Variational Autoencoder

The objective of this project was to explore Variational Autoencoders (VAEs) using the Kuzushiji-MNIST dataset. The goal was simply to try it out for myself and see what kind of results I could get with KMNIST.

variational autoencoder

Variational Autoencoders make autoencoders into probabilistic models. Unlike standard autoencoders that learn deterministic encodings, VAEs impose a probabilistic structure on the latent space, which makes it possible to generate new samples by sampling from the learned distribution.

What this means is that the VAE training is based on maximizing the Evidence Lower BOund (ELBO), which provides a lower bound to the marginal log-likelihood $\log p(x)$:

$$\text{ELBO}(\theta, \phi; x) = E_{q_\phi(z|x)}[\log p_\theta(x|z)] - D_{KL}(q_\phi(z|x) || p(z))$$

Since we want to minimize a loss function during training, the VAE loss is the negative ELBO:

$$\mathcal{L}(\theta, \phi; x) = -\text{ELBO} = -E_{q_\phi(z|x)}[\log p_\theta(x|z)] + D_{KL}(q_\phi(z|x) || p(z))$$

Where:

The first term is the reconstruction loss (negative log-likelihood)
The second term is the KL divergence that regularizes the latent space
$q_\phi(z|x)$ is the encoder (inference network)
$p_\theta(x|z)$ is the decoder (generative network)

The encoder learns to map input data to a distribution in latent space:

$$q_\phi(z|x) = \mathcal{N}(\mu_\phi(x), \sigma_\phi^2(x))$$

While the decoder learns to reconstruct data from latent samples:

$$p_\theta(x|z) = \mathcal{N}(\mu_\theta(z), \sigma_\theta^2(z))$$

For an indepth explanaition of what all of that means you can take a look here From Autoencoder to Beta-VAE or An Introduction to Variational Autoencoders.

kuzushiji-mnist dataset

For this experiment, I used the Kuzushiji-MNIST dataset, which consists of 70,000 28x28 grayscale images of Japanese calligraphy characters. This dataset provides an interesting alternative to the standard MNIST digits, offering more complex character shapes and stroke patterns that make the learning task more challenging for generative models.

results

The first gif shows interpolation between encoded characters in the latent space after training was completed. By encoding real characters and then interpolating between their latent representations, we can observe how the VAE has organized the latent space and generates intermediate character forms.

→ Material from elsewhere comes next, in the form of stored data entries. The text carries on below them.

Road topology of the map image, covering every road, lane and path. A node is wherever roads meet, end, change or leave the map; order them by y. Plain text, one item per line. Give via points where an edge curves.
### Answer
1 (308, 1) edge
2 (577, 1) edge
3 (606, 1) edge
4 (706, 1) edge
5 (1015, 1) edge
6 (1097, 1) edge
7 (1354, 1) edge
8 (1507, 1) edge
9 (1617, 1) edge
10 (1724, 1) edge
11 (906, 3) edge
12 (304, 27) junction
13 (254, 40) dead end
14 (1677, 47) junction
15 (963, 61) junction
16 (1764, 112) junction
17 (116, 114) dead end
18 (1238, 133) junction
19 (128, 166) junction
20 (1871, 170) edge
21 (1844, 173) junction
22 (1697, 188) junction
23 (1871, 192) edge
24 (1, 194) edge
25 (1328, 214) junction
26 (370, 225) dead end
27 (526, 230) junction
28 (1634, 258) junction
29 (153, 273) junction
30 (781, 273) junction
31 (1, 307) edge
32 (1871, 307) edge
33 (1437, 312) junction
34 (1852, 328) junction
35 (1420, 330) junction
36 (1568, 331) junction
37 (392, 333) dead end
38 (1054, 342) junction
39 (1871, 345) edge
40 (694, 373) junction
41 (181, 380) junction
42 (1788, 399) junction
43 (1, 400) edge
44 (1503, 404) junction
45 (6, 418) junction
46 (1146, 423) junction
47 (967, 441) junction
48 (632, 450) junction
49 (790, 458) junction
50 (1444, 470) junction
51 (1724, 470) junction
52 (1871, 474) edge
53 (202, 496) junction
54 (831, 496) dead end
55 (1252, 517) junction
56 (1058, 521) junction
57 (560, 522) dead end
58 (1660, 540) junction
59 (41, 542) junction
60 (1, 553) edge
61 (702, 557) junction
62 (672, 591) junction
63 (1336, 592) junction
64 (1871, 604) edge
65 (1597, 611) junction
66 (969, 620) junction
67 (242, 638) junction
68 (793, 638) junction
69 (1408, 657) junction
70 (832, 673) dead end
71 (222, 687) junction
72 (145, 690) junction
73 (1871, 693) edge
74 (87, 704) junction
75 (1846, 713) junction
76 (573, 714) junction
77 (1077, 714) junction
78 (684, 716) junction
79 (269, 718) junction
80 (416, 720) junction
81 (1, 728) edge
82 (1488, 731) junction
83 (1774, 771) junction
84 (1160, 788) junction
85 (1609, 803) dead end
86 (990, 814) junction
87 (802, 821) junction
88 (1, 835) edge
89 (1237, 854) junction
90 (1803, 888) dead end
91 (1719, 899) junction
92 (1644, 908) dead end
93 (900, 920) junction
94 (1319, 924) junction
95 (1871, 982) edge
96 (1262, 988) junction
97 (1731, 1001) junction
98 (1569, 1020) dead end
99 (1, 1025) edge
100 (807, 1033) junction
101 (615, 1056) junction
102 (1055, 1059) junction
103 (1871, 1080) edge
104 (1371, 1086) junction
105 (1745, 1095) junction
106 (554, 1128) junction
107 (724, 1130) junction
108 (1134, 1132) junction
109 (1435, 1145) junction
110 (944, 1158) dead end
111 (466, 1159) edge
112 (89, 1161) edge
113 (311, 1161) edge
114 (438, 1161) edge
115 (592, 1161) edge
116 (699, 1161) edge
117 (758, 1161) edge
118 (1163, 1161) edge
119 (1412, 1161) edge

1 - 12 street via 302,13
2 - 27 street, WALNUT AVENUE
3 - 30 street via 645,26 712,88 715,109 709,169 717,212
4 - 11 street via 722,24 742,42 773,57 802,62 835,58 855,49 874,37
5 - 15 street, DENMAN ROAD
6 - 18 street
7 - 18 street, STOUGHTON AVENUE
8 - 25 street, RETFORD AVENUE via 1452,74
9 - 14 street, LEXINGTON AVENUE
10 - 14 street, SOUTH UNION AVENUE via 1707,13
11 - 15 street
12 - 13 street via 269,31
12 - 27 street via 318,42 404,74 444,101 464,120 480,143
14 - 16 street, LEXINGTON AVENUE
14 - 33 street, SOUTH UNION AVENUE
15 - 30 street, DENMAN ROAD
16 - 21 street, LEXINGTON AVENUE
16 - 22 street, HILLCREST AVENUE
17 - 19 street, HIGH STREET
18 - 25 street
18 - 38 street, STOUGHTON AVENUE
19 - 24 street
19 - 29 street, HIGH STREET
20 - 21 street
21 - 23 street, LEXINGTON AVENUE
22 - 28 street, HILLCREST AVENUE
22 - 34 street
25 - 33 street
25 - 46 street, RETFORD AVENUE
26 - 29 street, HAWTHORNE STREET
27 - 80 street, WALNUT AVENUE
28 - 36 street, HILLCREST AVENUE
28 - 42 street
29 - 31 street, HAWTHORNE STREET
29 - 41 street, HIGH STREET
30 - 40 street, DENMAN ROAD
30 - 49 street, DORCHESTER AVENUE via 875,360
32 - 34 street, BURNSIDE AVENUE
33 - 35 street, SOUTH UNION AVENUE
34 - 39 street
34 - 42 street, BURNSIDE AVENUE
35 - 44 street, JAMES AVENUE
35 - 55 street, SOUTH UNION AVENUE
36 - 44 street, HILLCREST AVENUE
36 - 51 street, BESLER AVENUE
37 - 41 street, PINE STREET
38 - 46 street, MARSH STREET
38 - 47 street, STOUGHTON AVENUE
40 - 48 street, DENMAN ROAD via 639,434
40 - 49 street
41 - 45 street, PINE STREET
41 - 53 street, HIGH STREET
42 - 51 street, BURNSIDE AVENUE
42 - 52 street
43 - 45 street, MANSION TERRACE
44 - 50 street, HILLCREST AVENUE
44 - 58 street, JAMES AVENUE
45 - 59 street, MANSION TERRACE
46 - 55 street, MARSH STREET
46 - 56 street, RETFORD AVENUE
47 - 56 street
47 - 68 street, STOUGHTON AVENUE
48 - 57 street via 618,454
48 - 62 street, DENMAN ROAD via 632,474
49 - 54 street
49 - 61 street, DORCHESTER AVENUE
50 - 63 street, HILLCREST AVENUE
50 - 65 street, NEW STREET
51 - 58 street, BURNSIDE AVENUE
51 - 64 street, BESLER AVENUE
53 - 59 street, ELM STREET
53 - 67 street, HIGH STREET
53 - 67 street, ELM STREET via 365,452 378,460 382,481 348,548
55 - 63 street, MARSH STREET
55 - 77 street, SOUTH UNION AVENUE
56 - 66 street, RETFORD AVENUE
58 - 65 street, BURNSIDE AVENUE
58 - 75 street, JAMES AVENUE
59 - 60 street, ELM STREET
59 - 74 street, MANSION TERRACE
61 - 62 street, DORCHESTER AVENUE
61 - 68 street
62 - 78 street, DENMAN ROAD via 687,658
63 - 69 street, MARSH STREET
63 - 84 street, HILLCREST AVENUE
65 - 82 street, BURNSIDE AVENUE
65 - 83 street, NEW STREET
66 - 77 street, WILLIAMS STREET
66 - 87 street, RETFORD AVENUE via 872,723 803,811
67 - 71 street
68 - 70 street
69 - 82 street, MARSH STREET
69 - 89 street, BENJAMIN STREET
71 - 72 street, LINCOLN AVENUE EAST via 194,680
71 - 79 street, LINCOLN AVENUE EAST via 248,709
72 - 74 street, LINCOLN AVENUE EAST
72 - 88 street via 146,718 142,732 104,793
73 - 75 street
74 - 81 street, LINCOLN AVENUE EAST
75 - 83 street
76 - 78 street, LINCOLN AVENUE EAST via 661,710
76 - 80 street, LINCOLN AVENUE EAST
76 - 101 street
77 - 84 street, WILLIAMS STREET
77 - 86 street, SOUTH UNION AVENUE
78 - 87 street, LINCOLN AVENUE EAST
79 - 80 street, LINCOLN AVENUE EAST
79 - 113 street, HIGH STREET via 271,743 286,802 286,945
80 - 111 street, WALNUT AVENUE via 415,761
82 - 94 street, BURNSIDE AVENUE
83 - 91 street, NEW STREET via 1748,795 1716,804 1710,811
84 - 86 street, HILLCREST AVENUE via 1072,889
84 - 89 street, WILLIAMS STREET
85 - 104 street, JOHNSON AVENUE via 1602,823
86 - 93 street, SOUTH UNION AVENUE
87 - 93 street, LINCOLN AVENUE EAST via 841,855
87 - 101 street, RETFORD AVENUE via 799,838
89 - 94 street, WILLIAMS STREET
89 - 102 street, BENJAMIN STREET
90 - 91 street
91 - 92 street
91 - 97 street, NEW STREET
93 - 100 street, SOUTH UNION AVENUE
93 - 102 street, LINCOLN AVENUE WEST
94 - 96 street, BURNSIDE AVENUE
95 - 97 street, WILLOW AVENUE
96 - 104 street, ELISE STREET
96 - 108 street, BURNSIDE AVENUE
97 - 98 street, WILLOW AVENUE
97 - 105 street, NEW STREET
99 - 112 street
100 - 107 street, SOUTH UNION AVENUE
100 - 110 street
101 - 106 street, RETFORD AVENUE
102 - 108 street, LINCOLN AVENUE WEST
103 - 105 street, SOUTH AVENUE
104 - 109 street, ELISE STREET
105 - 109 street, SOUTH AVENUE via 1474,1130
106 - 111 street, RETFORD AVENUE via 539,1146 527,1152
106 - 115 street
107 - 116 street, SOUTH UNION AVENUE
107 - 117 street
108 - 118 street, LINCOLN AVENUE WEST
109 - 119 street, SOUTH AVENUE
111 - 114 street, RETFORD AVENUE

The second gif displays random sampling from a grid of points in the latent space throughout the entire training procedure. This visualization shows how the model progressively learns to generate coherent character-like structures as training progresses.

The third gif demonstrates the reconstruction quality of specific selected characters during the training process. We can observe how the VAE gradually improves its ability to reconstruct the original characters, starting from noisy approximations and converging to cleaner, more accurate reconstructions.